На щеках у них морщины, похожие на трещины в штукатурке. Под глазами чёрные круги. Как потухшие окна.
Другие дома были грязные, красно-кирпичные, как обветренные лица работающих на морозе.
У маленьких домов крылечки были с полуразрушенными решётками, полуразвалившимися ступенями, с дверьми, покосившимися как измученный человек, прислонившийся в изнеможении к стене.
Эти крылечки были похожи на потрескавшиеся лихорадочные губы.
Входы в небоскрёб были чёрные, безмолвные, как огромные, беззубые, готовые проглотить вас без объяснений.
У всех домов окна были немытые, серые, как усталые, бессмысленные глаза людей, проходивших по переулку.
С утра прохожие сыпались здесь – то как сырой, рваный, нервный снег, то как пыль, шепеляво пляшущая в солнечном луче.

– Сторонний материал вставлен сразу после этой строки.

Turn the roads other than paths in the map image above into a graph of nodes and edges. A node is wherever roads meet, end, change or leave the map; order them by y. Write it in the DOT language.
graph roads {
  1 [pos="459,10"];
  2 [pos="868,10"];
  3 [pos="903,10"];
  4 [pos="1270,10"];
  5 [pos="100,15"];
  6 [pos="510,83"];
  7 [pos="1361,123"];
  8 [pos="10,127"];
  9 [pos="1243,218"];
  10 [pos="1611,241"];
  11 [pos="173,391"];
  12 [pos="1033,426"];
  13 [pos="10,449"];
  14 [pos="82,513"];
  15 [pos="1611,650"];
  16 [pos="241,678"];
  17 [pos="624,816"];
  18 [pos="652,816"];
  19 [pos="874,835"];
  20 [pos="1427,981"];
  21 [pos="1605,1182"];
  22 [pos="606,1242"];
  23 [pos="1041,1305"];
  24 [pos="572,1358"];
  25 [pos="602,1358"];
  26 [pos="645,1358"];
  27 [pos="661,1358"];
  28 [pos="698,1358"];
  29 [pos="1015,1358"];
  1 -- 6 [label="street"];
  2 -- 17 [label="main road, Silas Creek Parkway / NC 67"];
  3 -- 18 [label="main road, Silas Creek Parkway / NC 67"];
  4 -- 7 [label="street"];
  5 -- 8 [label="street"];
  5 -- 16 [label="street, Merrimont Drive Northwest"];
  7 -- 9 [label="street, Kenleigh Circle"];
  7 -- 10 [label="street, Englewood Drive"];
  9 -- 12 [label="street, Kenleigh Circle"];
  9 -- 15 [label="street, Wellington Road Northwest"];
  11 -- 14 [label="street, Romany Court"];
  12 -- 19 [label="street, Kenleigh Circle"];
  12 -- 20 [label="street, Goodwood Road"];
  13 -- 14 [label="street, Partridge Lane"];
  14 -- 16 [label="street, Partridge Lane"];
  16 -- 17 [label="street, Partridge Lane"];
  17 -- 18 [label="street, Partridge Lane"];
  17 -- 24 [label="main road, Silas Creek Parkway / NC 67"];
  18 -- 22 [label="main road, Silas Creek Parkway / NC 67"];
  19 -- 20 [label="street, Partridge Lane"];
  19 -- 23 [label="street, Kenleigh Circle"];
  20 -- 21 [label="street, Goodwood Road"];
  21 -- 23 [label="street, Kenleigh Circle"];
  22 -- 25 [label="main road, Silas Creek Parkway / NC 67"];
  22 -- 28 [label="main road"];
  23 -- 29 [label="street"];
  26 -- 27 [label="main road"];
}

На углу торчал дотошный лотошник.
Он поставил свой лоток на мостовую, а сам уселся на тумбу. Он нагло оглядывал спешащий переулок.
Его взгляд был пустой и тёмный, как дыра, пробитая в каменной стене.
В уголке рта у него тлела папироса. По временам она вспыхивала, будто на сырой мостовой пышно расцветал красный сна цветок.
Серебристый пепел сыпался ему как на лунное сутулое сияние. Вечером переулок погружался в темноту, как будто, шатаясь, тихо спускался в подземелье.
В окнах вспыхивал свет, как тупая мысль в человечьих глазах. Медленно смыкались занавеси, как побеждённые сном кованные веки.
За занавесями тени сновавших там людей появлялись и исчезали как чахлые сны.
Тогда наверху, бледно дышащее, душисто поющее зарево далеких площадей и улиц начинало трепетать, как шелковисто-мокрое, от синей крови молний, крыло черно-огромной, царственно-подстреленной птицы.
А внизу – переулок, как тонкая струйка черной крови, стекающая по белоснежной, мятежной коже ночных сияний.
Волшебный шаг
глава 3
Она шла и её шёлковое платье шуршало, как осыпающиеся осенью листья.